Braslau's team has been working to develop "nonmigratory" plasticizers that attach to the PVC polymer via a chemical bond and can't leach out of the plastic. She explained that traditionally, phthalates are mixed with fine-ground PVC and "melted together" rather than being bonded.

"Unlike phthalates, our nonmigratory plasticizers physically can't leach out," Braslau said.

Her lab has produced several viable nonmigratory plasticizers, including two dubbed the "frog" and the "tadpole" because of their chemical structures. The "tadpole" is particularly promising, Braslau said, because it is much easier to produce than the "frog" and is the most effective of the plasticizing strategies examined.

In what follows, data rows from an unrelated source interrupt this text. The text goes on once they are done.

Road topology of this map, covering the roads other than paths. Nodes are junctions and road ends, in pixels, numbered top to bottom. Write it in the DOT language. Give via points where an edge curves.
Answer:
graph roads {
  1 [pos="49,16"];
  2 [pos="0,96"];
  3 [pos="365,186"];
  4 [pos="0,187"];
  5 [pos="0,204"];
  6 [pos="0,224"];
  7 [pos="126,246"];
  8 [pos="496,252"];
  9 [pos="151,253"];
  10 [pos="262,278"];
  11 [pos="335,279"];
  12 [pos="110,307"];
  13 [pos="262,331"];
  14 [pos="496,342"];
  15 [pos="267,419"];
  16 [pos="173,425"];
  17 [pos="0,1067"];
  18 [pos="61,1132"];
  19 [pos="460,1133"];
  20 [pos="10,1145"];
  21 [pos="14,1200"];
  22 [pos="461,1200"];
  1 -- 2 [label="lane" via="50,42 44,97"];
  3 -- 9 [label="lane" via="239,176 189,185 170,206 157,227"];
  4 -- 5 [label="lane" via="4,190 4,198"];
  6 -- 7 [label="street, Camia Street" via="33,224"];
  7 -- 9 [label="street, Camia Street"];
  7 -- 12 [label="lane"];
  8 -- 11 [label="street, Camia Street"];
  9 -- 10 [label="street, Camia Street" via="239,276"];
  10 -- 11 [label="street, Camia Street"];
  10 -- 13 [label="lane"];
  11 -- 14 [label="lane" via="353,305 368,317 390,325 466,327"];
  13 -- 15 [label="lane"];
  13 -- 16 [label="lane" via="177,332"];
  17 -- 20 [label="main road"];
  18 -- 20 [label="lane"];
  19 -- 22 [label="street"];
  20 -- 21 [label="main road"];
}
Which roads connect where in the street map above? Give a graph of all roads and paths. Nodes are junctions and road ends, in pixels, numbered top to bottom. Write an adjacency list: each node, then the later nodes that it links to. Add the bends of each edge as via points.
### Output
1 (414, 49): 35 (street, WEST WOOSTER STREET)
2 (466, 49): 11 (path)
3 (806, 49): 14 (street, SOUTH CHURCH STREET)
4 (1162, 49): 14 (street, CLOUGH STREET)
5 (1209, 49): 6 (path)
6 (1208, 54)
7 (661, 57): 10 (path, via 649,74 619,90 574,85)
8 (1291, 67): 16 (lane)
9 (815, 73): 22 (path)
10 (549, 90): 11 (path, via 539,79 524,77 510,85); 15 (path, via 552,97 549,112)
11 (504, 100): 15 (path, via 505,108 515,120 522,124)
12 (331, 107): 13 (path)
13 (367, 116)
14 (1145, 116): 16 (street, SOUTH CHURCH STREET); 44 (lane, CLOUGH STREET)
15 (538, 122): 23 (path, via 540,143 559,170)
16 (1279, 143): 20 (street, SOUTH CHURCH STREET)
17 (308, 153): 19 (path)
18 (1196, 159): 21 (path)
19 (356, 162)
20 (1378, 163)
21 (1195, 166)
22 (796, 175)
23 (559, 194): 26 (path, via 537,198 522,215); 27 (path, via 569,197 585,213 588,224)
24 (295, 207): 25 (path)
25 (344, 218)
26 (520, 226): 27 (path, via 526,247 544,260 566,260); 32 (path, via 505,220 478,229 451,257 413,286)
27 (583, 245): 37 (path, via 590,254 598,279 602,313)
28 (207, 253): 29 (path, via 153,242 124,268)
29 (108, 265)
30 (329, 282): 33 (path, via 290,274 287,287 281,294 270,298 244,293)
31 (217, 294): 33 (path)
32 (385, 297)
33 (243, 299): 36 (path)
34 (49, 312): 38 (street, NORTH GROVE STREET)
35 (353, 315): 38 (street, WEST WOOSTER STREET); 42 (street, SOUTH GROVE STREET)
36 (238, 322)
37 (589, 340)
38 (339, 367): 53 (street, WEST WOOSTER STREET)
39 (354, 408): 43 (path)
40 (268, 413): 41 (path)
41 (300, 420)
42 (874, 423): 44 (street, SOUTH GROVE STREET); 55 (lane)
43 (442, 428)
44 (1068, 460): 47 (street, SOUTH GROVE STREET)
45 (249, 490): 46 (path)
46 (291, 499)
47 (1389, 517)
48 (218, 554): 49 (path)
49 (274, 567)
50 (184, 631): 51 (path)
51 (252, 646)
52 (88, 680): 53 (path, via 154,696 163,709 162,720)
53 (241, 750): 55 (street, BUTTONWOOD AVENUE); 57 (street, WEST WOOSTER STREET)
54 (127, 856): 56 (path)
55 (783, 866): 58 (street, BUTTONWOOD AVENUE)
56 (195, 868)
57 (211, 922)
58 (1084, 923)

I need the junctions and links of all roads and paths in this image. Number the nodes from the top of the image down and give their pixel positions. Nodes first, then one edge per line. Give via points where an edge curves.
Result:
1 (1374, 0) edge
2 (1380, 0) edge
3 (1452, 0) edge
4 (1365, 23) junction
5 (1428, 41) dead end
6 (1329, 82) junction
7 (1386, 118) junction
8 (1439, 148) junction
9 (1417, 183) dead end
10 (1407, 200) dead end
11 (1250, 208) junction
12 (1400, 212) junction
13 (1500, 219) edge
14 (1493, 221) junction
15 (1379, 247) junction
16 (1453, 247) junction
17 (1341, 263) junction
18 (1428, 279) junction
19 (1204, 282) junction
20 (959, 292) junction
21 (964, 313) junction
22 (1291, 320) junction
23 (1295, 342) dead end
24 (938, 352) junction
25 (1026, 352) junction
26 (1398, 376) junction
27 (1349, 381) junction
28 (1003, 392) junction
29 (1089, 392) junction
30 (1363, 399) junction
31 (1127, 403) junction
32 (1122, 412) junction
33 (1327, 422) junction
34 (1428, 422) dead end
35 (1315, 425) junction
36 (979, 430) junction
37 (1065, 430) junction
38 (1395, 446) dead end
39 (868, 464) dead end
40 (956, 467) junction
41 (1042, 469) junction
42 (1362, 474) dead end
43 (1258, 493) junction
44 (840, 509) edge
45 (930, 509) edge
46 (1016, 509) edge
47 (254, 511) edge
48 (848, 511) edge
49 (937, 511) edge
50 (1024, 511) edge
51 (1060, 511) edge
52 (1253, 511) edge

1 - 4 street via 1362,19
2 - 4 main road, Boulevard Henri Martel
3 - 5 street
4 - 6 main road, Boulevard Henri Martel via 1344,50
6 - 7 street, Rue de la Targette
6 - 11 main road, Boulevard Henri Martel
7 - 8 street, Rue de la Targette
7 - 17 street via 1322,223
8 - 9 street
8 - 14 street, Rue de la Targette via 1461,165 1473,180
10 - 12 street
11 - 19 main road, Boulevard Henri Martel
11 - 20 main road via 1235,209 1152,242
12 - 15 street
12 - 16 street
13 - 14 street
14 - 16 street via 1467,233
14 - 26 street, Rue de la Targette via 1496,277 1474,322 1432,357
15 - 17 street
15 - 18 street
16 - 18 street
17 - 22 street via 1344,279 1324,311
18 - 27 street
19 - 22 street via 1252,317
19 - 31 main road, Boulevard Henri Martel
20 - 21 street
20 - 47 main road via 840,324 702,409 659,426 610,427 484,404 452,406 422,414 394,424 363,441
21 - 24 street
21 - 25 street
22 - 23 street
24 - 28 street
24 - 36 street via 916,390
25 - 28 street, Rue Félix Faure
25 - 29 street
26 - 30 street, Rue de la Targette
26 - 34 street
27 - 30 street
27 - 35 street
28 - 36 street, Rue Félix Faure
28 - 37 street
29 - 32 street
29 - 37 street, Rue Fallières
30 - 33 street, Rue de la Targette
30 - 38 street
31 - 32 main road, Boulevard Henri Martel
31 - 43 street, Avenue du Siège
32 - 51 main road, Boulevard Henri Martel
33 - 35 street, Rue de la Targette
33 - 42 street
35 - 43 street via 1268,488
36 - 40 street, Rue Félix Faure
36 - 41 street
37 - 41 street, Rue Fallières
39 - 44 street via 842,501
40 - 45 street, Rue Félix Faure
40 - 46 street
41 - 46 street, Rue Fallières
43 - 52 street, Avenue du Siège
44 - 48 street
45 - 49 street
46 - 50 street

"Fewer steps and fewer chemicals are involved in its synthesis. Importantly, it should be scalable for industrial use," she said.

The research into phthalate alternatives was prompted by growing concerns about the potential health risks posed by phthalates. Certain phthalates are considered endocrine disruptors because they or their metabolites interfere with the body's hormone system. Most of the studies showing harmful effects have been done in lab animals, but some human studies have also found associations between exposure to phthalates and adverse reproductive and developmental effects.

How phthalates affect human health and at what levels of exposure are still unresolved questions, but researchers are particularly concerned about potential effects on infants and children. Bans on the use of phthalates in children's toys and childcare products have been imposed by both the European Union and the United States.

Nevertheless, the use of phthalates in other products remains widespread. They are found in vinyl siding and flooring, shower curtains, children's rain gear, and even in personal care products such as shampoos and cosmetics. As a result, phthalates are now widely dispersed throughout the environment, and most people have detectable amounts in their blood.

"They are everywhere we touch," Braslau said.

Eventually, Braslau and her team hope to see their safer nonmigratory plasticizers adopted by the plastics industry.

"The potential for this is real," she said, though she admitted that trying to change the plastics industry is like "trying to turn the Queen Mary."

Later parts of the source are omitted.